[Dataset records]

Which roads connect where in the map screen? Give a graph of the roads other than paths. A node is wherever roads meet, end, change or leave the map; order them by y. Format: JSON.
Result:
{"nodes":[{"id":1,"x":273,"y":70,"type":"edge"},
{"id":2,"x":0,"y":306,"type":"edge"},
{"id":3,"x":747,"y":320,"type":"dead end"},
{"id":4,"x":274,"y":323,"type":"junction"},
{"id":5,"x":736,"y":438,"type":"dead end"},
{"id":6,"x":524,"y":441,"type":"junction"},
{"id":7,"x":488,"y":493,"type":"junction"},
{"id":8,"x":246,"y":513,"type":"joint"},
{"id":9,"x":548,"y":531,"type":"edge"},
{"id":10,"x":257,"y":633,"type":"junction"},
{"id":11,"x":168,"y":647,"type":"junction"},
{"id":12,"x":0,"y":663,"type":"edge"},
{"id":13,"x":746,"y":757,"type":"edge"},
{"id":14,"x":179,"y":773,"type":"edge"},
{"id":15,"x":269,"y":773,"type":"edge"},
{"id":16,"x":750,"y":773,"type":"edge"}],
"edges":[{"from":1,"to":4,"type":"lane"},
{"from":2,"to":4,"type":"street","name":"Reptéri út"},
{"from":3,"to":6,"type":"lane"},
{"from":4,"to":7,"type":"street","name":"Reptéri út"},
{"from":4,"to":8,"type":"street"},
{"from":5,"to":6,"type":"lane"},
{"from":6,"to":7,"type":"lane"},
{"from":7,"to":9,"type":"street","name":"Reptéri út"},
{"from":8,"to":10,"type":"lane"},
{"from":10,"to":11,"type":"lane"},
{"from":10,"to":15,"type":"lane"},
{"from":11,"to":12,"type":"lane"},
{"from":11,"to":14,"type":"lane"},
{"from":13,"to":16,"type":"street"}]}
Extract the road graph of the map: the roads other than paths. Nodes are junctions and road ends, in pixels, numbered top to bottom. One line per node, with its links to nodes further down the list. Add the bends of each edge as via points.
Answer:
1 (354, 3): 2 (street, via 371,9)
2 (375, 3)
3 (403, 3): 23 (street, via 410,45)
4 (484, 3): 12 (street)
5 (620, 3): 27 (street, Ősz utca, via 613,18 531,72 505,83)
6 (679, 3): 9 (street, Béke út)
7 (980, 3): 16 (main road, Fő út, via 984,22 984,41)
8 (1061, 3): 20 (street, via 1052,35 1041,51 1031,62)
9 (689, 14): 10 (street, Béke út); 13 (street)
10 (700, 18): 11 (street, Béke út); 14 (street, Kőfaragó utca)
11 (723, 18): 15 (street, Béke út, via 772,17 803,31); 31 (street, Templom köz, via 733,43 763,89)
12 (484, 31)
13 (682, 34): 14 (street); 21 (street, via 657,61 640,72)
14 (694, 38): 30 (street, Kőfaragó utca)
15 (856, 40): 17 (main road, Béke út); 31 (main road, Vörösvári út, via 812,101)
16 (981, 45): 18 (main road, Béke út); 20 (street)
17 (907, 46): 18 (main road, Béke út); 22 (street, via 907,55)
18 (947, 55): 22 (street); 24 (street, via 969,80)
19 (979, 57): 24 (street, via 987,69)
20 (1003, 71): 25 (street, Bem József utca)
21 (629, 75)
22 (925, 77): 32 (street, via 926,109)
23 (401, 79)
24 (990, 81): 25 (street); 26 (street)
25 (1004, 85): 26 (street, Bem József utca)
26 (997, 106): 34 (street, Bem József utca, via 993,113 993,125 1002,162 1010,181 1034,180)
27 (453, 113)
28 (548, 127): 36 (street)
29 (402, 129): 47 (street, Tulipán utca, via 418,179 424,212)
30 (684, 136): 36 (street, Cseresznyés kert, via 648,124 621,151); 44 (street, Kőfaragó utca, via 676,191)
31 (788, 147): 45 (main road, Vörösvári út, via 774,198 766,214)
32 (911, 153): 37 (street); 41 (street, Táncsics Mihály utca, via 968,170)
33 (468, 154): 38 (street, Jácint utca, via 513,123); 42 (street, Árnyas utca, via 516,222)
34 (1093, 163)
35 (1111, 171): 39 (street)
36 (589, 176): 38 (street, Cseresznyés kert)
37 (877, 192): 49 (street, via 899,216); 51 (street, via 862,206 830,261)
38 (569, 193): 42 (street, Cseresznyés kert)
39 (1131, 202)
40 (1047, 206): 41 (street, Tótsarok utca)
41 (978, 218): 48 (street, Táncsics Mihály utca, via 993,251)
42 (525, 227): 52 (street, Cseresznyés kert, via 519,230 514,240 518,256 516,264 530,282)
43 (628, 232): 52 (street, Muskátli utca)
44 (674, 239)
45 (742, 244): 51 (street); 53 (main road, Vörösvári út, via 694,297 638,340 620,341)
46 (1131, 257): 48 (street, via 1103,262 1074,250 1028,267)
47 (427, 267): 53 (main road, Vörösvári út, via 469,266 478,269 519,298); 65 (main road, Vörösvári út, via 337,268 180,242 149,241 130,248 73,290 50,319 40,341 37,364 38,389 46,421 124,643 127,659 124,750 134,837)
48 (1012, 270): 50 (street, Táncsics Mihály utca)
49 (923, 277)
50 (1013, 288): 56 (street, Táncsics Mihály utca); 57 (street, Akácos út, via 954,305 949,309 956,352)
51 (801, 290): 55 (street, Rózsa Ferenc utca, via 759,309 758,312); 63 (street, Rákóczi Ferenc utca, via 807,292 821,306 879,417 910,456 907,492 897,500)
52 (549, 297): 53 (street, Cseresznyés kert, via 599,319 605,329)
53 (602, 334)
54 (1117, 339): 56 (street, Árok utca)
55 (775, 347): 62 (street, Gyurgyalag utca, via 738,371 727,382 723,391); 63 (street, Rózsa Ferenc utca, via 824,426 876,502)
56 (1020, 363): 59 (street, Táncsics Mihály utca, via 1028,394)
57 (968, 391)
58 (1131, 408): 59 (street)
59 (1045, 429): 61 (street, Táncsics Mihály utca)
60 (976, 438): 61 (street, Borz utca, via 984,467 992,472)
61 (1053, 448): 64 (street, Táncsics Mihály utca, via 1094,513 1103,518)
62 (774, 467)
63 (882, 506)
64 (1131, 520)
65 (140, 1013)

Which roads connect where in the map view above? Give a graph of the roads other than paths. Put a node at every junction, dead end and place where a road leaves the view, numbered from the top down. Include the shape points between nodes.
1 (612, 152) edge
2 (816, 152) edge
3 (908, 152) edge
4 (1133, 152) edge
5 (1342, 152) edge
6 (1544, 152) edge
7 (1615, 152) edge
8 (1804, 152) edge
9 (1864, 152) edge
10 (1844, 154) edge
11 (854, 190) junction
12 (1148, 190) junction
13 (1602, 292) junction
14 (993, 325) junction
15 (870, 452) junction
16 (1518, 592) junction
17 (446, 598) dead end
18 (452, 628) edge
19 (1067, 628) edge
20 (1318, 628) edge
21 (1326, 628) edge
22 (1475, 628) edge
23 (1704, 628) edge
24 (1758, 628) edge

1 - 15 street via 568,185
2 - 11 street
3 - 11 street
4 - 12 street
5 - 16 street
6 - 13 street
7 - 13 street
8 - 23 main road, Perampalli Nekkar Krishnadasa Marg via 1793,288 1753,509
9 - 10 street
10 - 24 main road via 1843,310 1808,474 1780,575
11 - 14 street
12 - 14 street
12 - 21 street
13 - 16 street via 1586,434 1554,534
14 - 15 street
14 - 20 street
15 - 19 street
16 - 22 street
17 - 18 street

[/Dataset records]

◆ Brief:
Nothing may be omitted; retype every record exactly.

◆ Task output:
Which roads connect where in the map screen? Give a graph of the roads other than paths. A node is wherever roads meet, end, change or leave the map; order them by y. Format: JSON.
Result:
{"nodes":[{"id":1,"x":273,"y":70,"type":"edge"},
{"id":2,"x":0,"y":306,"type":"edge"},
{"id":3,"x":747,"y":320,"type":"dead end"},
{"id":4,"x":274,"y":323,"type":"junction"},
{"id":5,"x":736,"y":438,"type":"dead end"},
{"id":6,"x":524,"y":441,"type":"junction"},
{"id":7,"x":488,"y":493,"type":"junction"},
{"id":8,"x":246,"y":513,"type":"joint"},
{"id":9,"x":548,"y":531,"type":"edge"},
{"id":10,"x":257,"y":633,"type":"junction"},
{"id":11,"x":168,"y":647,"type":"junction"},
{"id":12,"x":0,"y":663,"type":"edge"},
{"id":13,"x":746,"y":757,"type":"edge"},
{"id":14,"x":179,"y":773,"type":"edge"},
{"id":15,"x":269,"y":773,"type":"edge"},
{"id":16,"x":750,"y":773,"type":"edge"}],
"edges":[{"from":1,"to":4,"type":"lane"},
{"from":2,"to":4,"type":"street","name":"Reptéri út"},
{"from":3,"to":6,"type":"lane"},
{"from":4,"to":7,"type":"street","name":"Reptéri út"},
{"from":4,"to":8,"type":"street"},
{"from":5,"to":6,"type":"lane"},
{"from":6,"to":7,"type":"lane"},
{"from":7,"to":9,"type":"street","name":"Reptéri út"},
{"from":8,"to":10,"type":"lane"},
{"from":10,"to":11,"type":"lane"},
{"from":10,"to":15,"type":"lane"},
{"from":11,"to":12,"type":"lane"},
{"from":11,"to":14,"type":"lane"},
{"from":13,"to":16,"type":"street"}]}
Extract the road graph of the map: the roads other than paths. Nodes are junctions and road ends, in pixels, numbered top to bottom. One line per node, with its links to nodes further down the list. Add the bends of each edge as via points.
Answer:
1 (354, 3): 2 (street, via 371,9)
2 (375, 3)
3 (403, 3): 23 (street, via 410,45)
4 (484, 3): 12 (street)
5 (620, 3): 27 (street, Ősz utca, via 613,18 531,72 505,83)
6 (679, 3): 9 (street, Béke út)
7 (980, 3): 16 (main road, Fő út, via 984,22 984,41)
8 (1061, 3): 20 (street, via 1052,35 1041,51 1031,62)
9 (689, 14): 10 (street, Béke út); 13 (street)
10 (700, 18): 11 (street, Béke út); 14 (street, Kőfaragó utca)
11 (723, 18): 15 (street, Béke út, via 772,17 803,31); 31 (street, Templom köz, via 733,43 763,89)
12 (484, 31)
13 (682, 34): 14 (street); 21 (street, via 657,61 640,72)
14 (694, 38): 30 (street, Kőfaragó utca)
15 (856, 40): 17 (main road, Béke út); 31 (main road, Vörösvári út, via 812,101)
16 (981, 45): 18 (main road, Béke út); 20 (street)
17 (907, 46): 18 (main road, Béke út); 22 (street, via 907,55)
18 (947, 55): 22 (street); 24 (street, via 969,80)
19 (979, 57): 24 (street, via 987,69)
20 (1003, 71): 25 (street, Bem József utca)
21 (629, 75)
22 (925, 77): 32 (street, via 926,109)
23 (401, 79)
24 (990, 81): 25 (street); 26 (street)
25 (1004, 85): 26 (street, Bem József utca)
26 (997, 106): 34 (street, Bem József utca, via 993,113 993,125 1002,162 1010,181 1034,180)
27 (453, 113)
28 (548, 127): 36 (street)
29 (402, 129): 47 (street, Tulipán utca, via 418,179 424,212)
30 (684, 136): 36 (street, Cseresznyés kert, via 648,124 621,151); 44 (street, Kőfaragó utca, via 676,191)
31 (788, 147): 45 (main road, Vörösvári út, via 774,198 766,214)
32 (911, 153): 37 (street); 41 (street, Táncsics Mihály utca, via 968,170)
33 (468, 154): 38 (street, Jácint utca, via 513,123); 42 (street, Árnyas utca, via 516,222)
34 (1093, 163)
35 (1111, 171): 39 (street)
36 (589, 176): 38 (street, Cseresznyés kert)
37 (877, 192): 49 (street, via 899,216); 51 (street, via 862,206 830,261)
38 (569, 193): 42 (street, Cseresznyés kert)
39 (1131, 202)
40 (1047, 206): 41 (street, Tótsarok utca)
41 (978, 218): 48 (street, Táncsics Mihály utca, via 993,251)
42 (525, 227): 52 (street, Cseresznyés kert, via 519,230 514,240 518,256 516,264 530,282)
43 (628, 232): 52 (street, Muskátli utca)
44 (674, 239)
45 (742, 244): 51 (street); 53 (main road, Vörösvári út, via 694,297 638,340 620,341)
46 (1131, 257): 48 (street, via 1103,262 1074,250 1028,267)
47 (427, 267): 53 (main road, Vörösvári út, via 469,266 478,269 519,298); 65 (main road, Vörösvári út, via 337,268 180,242 149,241 130,248 73,290 50,319 40,341 37,364 38,389 46,421 124,643 127,659 124,750 134,837)
48 (1012, 270): 50 (street, Táncsics Mihály utca)
49 (923, 277)
50 (1013, 288): 56 (street, Táncsics Mihály utca); 57 (street, Akácos út, via 954,305 949,309 956,352)
51 (801, 290): 55 (street, Rózsa Ferenc utca, via 759,309 758,312); 63 (street, Rákóczi Ferenc utca, via 807,292 821,306 879,417 910,456 907,492 897,500)
52 (549, 297): 53 (street, Cseresznyés kert, via 599,319 605,329)
53 (602, 334)
54 (1117, 339): 56 (street, Árok utca)
55 (775, 347): 62 (street, Gyurgyalag utca, via 738,371 727,382 723,391); 63 (street, Rózsa Ferenc utca, via 824,426 876,502)
56 (1020, 363): 59 (street, Táncsics Mihály utca, via 1028,394)
57 (968, 391)
58 (1131, 408): 59 (street)
59 (1045, 429): 61 (street, Táncsics Mihály utca)
60 (976, 438): 61 (street, Borz utca, via 984,467 992,472)
61 (1053, 448): 64 (street, Táncsics Mihály utca, via 1094,513 1103,518)
62 (774, 467)
63 (882, 506)
64 (1131, 520)
65 (140, 1013)

Which roads connect where in the map view above? Give a graph of the roads other than paths. Put a node at every junction, dead end and place where a road leaves the view, numbered from the top down. Include the shape points between nodes.
1 (612, 152) edge
2 (816, 152) edge
3 (908, 152) edge
4 (1133, 152) edge
5 (1342, 152) edge
6 (1544, 152) edge
7 (1615, 152) edge
8 (1804, 152) edge
9 (1864, 152) edge
10 (1844, 154) edge
11 (854, 190) junction
12 (1148, 190) junction
13 (1602, 292) junction
14 (993, 325) junction
15 (870, 452) junction
16 (1518, 592) junction
17 (446, 598) dead end
18 (452, 628) edge
19 (1067, 628) edge
20 (1318, 628) edge
21 (1326, 628) edge
22 (1475, 628) edge
23 (1704, 628) edge
24 (1758, 628) edge

1 - 15 street via 568,185
2 - 11 street
3 - 11 street
4 - 12 street
5 - 16 street
6 - 13 street
7 - 13 street
8 - 23 main road, Perampalli Nekkar Krishnadasa Marg via 1793,288 1753,509
9 - 10 street
10 - 24 main road via 1843,310 1808,474 1780,575
11 - 14 street
12 - 14 street
12 - 21 street
13 - 16 street via 1586,434 1554,534
14 - 15 street
14 - 20 street
15 - 19 street
16 - 22 street
17 - 18 street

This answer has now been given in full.